Rebased and changed -n 1000 --> -n 5000. I will need to update the reference files as they might have gotten mangled during the rebase.

Good idea to use larger data sets for the physics tests!

I have updated the reference files a few times now and am seeing differences each time: https://gitlab.cern.ch/lhcb/Allen/-/jobs/14597346 e.g.

--- /builds/lhcb/Allen/test/reference/bsphiphi_mag_down_201907_hlt1_pp_validation_teslav100.txt	2021-06-18 14:54:30.060000000 +0200
+++ efficiency_bsphiphi_mag_down_201907_hlt1_pp_validation_teslav100.txt	2021-06-18 14:54:42.400000000 +0200
@@ -18,12 +18,12 @@
 MC PV is isolated if dz to closest reconstructible MC PV > 10.00 mm
 REC and MC vertices matched by dz distance
 
-All                  :  0.928 ( 22165/ 23891)
-Isolated             :  0.966 ( 11884/ 12297)
+All                  :  0.928 ( 22164/ 23891)
+Isolated             :  0.966 ( 11883/ 12297)
 Close                :  0.887 ( 10281/ 11594)
-False rate           :  0.013 (   286/ 22451)
-Real false rate      :  0.013 (   286/ 22451)
-Clones               :  0.000 (     1/ 22165)
+False rate           :  0.013 (   286/ 22450)
+Real false rate      :  0.013 (   286/ 22450)
+Clones               :  0.000 (     1/ 22164)

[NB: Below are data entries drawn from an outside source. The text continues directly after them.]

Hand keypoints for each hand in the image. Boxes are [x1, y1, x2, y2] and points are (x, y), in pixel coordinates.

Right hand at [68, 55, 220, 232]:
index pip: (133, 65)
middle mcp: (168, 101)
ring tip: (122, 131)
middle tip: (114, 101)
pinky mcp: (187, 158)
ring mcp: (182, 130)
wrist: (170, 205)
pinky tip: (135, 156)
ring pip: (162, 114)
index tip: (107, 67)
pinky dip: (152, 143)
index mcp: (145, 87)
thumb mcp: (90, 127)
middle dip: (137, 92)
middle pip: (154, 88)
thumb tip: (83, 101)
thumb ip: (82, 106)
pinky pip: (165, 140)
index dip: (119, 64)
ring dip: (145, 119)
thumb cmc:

Very interesting! I am looking into it as this could explain as well the instability we see on the run change / no run change results.

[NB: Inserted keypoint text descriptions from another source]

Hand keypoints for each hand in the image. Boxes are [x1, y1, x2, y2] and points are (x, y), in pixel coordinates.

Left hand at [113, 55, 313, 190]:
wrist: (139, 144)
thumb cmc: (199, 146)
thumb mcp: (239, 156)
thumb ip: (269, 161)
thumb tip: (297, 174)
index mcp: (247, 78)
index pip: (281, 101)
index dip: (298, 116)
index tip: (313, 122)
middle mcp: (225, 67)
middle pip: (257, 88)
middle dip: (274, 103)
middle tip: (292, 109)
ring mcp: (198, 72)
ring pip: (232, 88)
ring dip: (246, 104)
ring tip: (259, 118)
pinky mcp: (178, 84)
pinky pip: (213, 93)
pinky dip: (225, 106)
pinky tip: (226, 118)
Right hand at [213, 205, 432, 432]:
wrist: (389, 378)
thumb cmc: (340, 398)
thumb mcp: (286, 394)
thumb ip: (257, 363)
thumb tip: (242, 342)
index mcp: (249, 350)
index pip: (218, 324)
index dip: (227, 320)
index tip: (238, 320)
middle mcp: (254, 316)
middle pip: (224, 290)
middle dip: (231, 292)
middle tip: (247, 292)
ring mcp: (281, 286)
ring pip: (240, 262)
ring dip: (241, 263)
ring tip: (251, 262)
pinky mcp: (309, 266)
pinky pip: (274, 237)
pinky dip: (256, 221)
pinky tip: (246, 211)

One recent point that was found while discussing with a student was the use of FP atomicAdd on the PV code. I have created an issue about it: #258 . That may be related to this instability, although clearly there is something in the VELO tracking as well.

I was just writing down a similar comment :-) fully agree on the correlation with the run changes (see this issue #208 (closed)) and that we should look separately into the PV algorithm.

I found out the reason for the VELO discrepancy, which is due to several hits ending up having the same phi. I am exploring various solutions with an eye on throughput.

FYI @freiss for the differences in PVs we observe with 5k events.

FYI: !578 (merged) should fix the instability observed in the Velo tracks.

Great! I'll rebase and re-run the tests again once that's in.

Hopefully this thread is resolved now!

If the run changes and efficiency tests are now stable, perhaps we can remove allow_failure : true at this point? (or am I getting ahead of myself?)

I agree, this should be removed now.

Actually the run changes tests became unstable again with the use of a new dataset, so it looks like allow_failure : true should live for another day.

added 1 commit

64d9ce0e - increase to 5000 events

Compare with previous version

added 145 commits

64d9ce0e...244d4861 - 142 commits from branch master
c752e64b - make sure all generated reference files are archived, not just the ones with...
2acf0f19 - Add reference files for all cards, hlt1_pp_validation, and hlt1_pp_scifi_v6_validation.
77520aa3 - increase to 5000 events

Compare with previous version

mentioned in issue #257

added 1 commit

a0dcea22 - update reference files

Compare with previous version

added 1 commit

df72d90b - Extend artifact expiry

Compare with previous version

added 1 commit

646da334 - Update reference files again.

Compare with previous version

added 1 commit

eba090f9 - don't start full pipeline until "check" jobs pass.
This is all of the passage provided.